The lighter side of the dysfunctional apocalypse

I had to laugh at this video prediction of everything that can (and will) go wrong when the dystopian apocalypse finally happens.  It’s so dire, it’s funny.

Oh, well.  At my age, I don’t have to worry about most of those problems – I doubt I’ll live long enough to encounter them.  I’ll leave them to my younger readers, who can write their own blogs (by then doubtless circulated on paper, rather than electronically) to describe them!



  1. Canadian geese surviving? The only thing keeping those flying feathered crap-bags from disappearing is we've put limits on ourselves.

    Seriously, in an apocalypse, Canadian Geese and Mallard Ducks will be gone overnight.

    Any animal with a bag limit or hunting season will be fair game 24/7/365 and no restrictions on sex, age, whatever.

    Yes, less people, but seriously, the only thing allowing deer populations to reach the levels they are at is people protect the darned lawn rats. Same with gators. Asian Carp. Pythons in the Everglades. If it's slow or stupid enough to be seen, well, yeah.
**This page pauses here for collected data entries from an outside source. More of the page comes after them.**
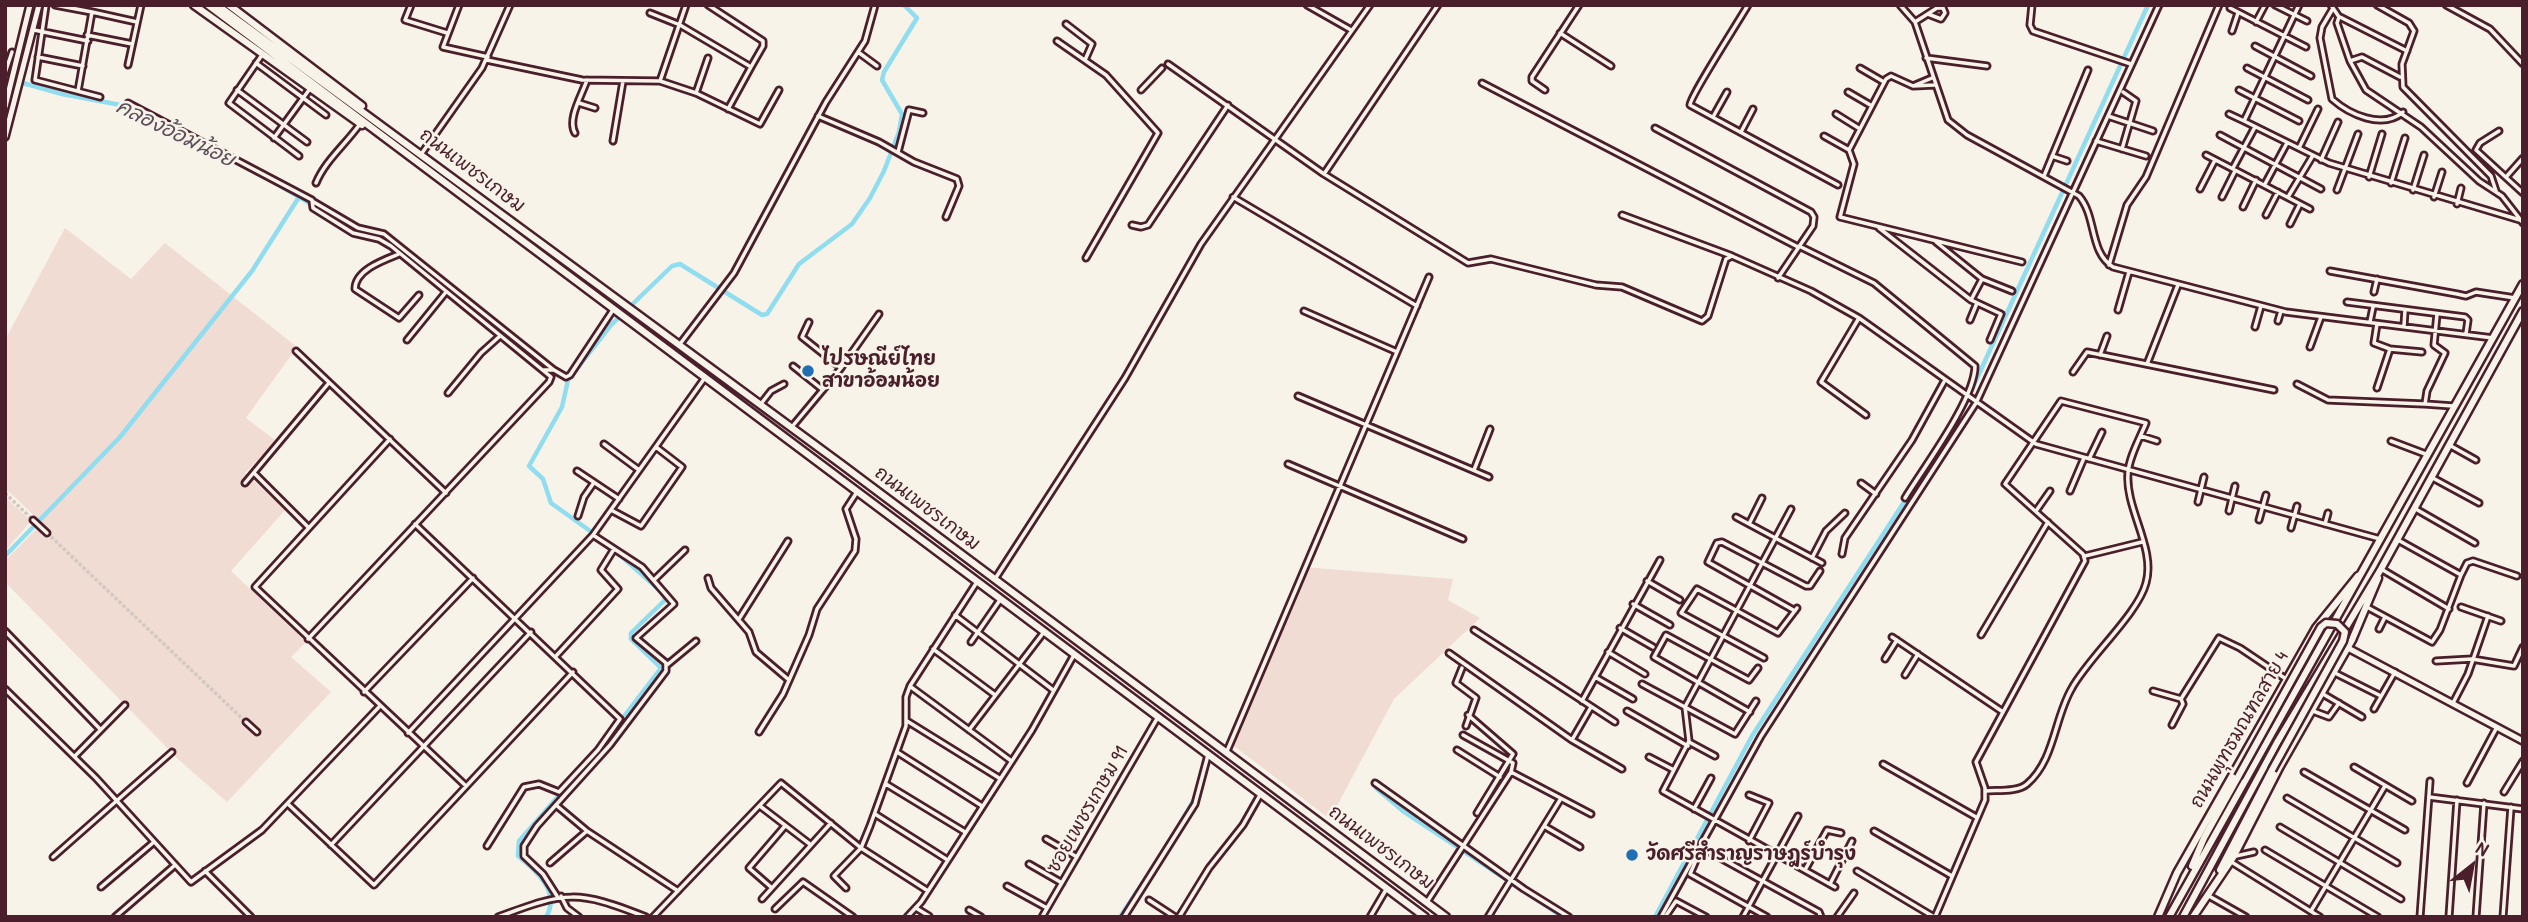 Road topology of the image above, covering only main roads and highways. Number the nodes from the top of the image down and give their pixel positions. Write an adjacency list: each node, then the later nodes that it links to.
1 (30, 5): 7 (main road)
2 (39, 5): 10 (main road)
3 (194, 5): 9 (main road, ถนนเพชรเกษม)
4 (208, 5): 9 (main road, ถนนเพชรเกษม)
5 (217, 5): 8 (main road, ถนนเพชรเกษม)
6 (229, 5): 8 (main road, ถนนเพชรเกษม)
7 (5, 107)
8 (388, 128): 25 (main road, ถนนเพชรเกษม)
9 (382, 136): 24 (main road, ถนนเพชรเกษม)
10 (5, 137)
11 (2523, 284): 13 (main road, ถนนพุทธมณฑลสาย 4)
12 (2523, 311): 14 (main road, ถนนพุทธมณฑลสาย 4)
13 (2364, 569): 20 (main road, ถนนพุทธมณฑลสาย 4); 22 (main road, ถนนพุทธมณฑลสาย 4)
14 (2380, 570): 15 (main road, ถนนพุทธมณฑลสาย 4); 19 (main road, ถนนพุทธมณฑลสาย 4)
15 (2348, 648): 16 (main road); 21 (main road, ถนนพุทธมณฑลสาย 4)
16 (2523, 741)
17 (2239, 831): 18 (main road, bridge); 19 (main road); 21 (main road)
18 (2204, 838): 20 (main road); 22 (main road)
19 (2212, 867): 28 (main road, ถนนพุทธมณฑลสาย 4)
20 (2187, 881): 27 (main road, ถนนพุทธมณฑลสาย 4)
21 (2212, 887): 23 (main road, ถนนพุทธมณฑลสาย 4)
22 (2168, 895): 26 (main road, ถนนพุทธมณฑลสาย 4)
23 (2196, 916)
24 (1425, 917)
25 (1446, 917)
26 (2158, 917)
27 (2169, 917)
28 (2183, 917) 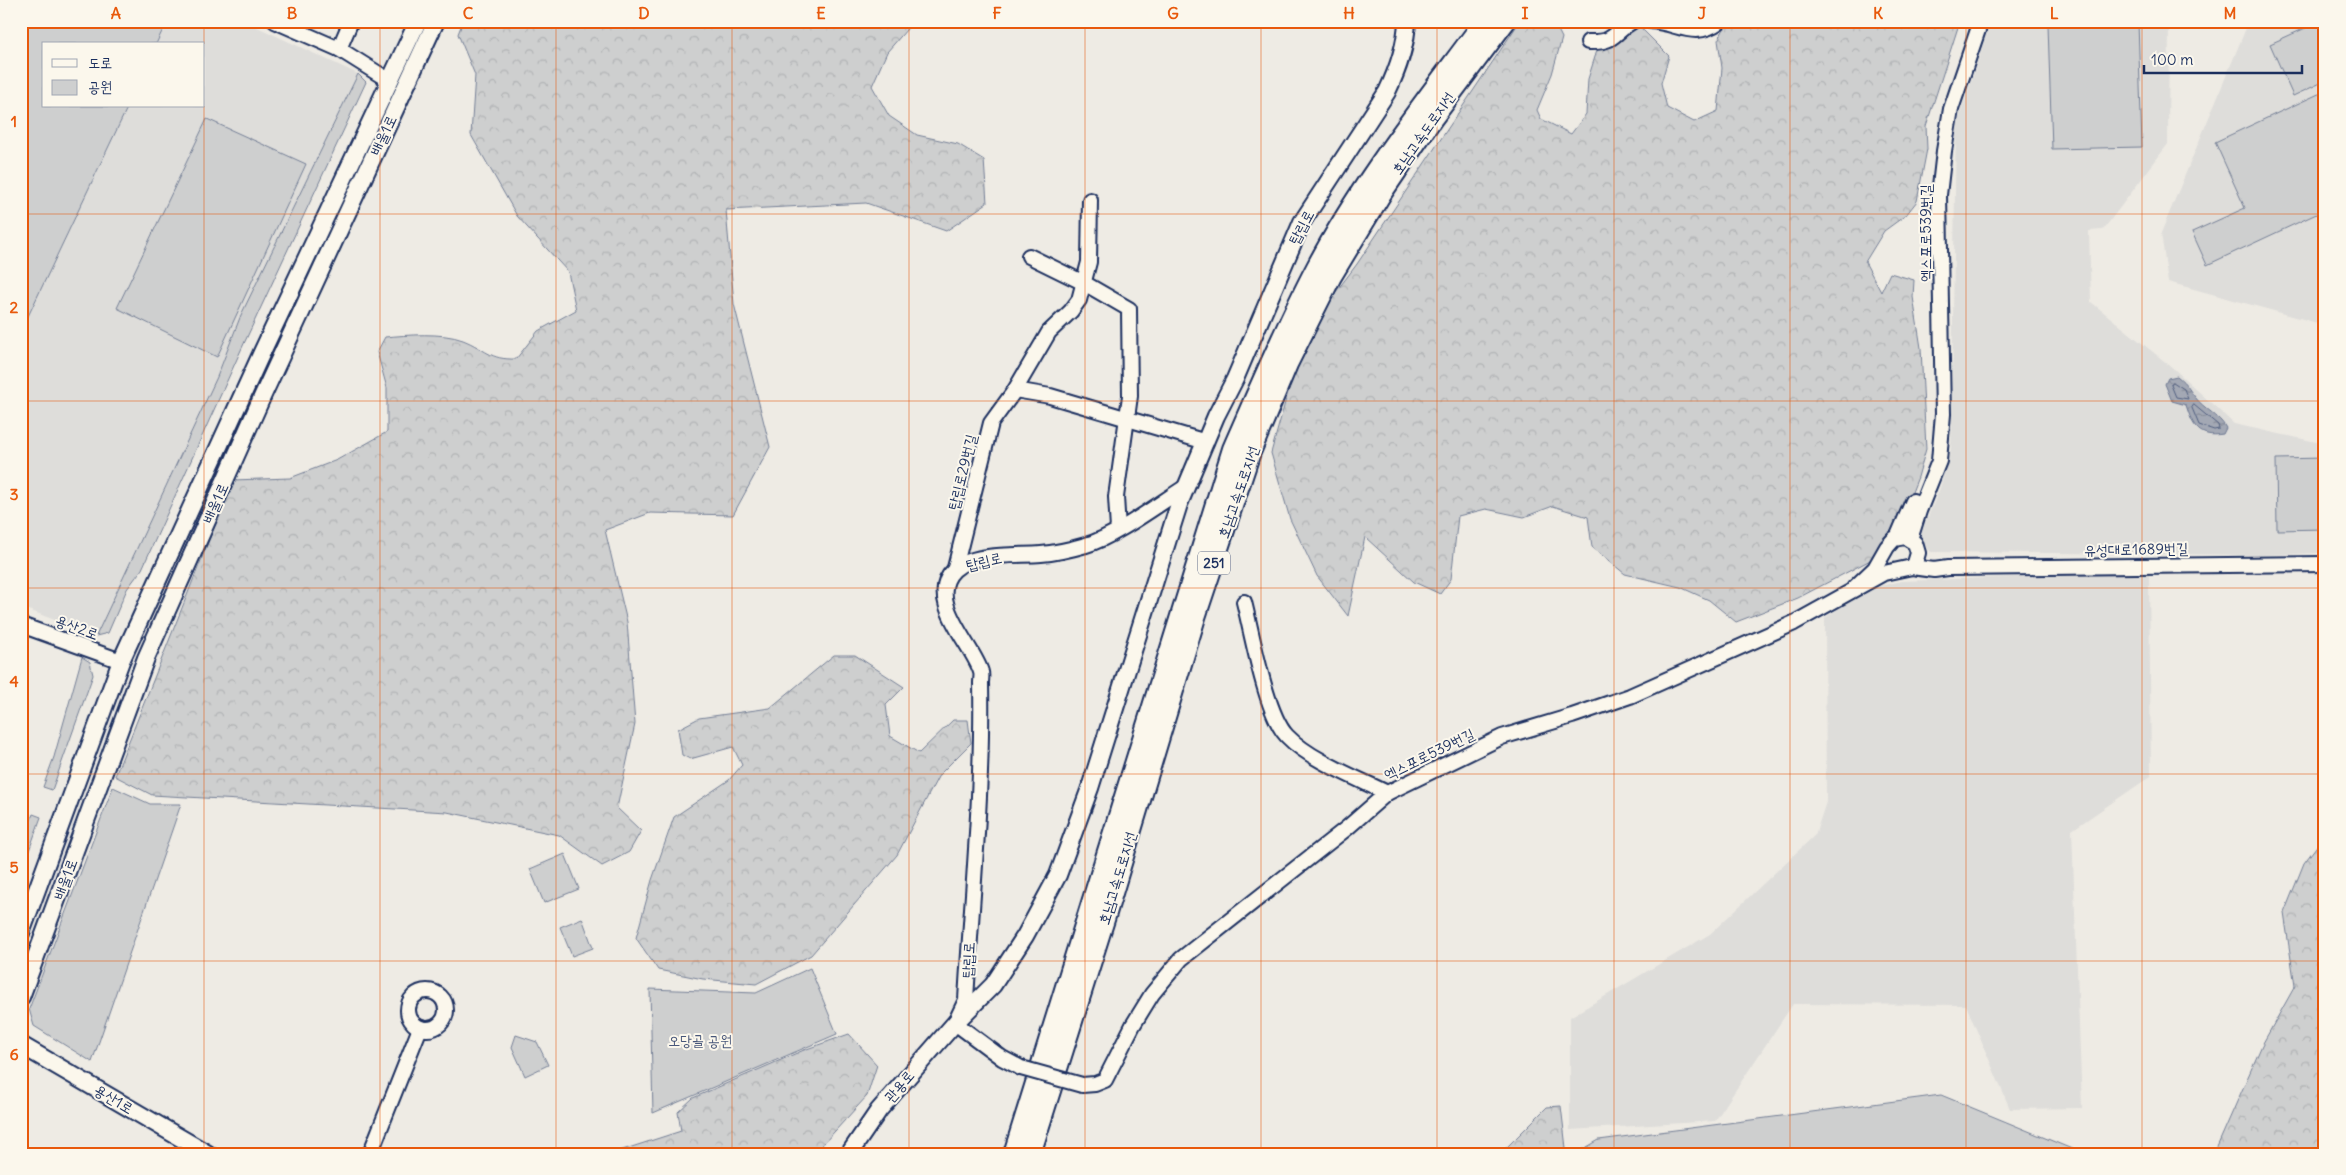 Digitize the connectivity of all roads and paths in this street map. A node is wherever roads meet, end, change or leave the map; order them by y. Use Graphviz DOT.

    Yes. Grand die-off, but much like the pre-modern era, once you survive baby-hood (up to 2yoa,) childhood (up to the teens,) the teens, and up to the early 20's, then, well, short of famine, you're set to live well into your 50's. People on the lower socio-economic scale will have less life expectancy after living a productive life, but upper-middle class to upper-class, with support you'll live into your 60's to 70's. That 33yoa life expectancy includes all the easy deaths up to the low 20yoa's and the rapid drop-off past 50yoa.

    Other than that, pretty spot on.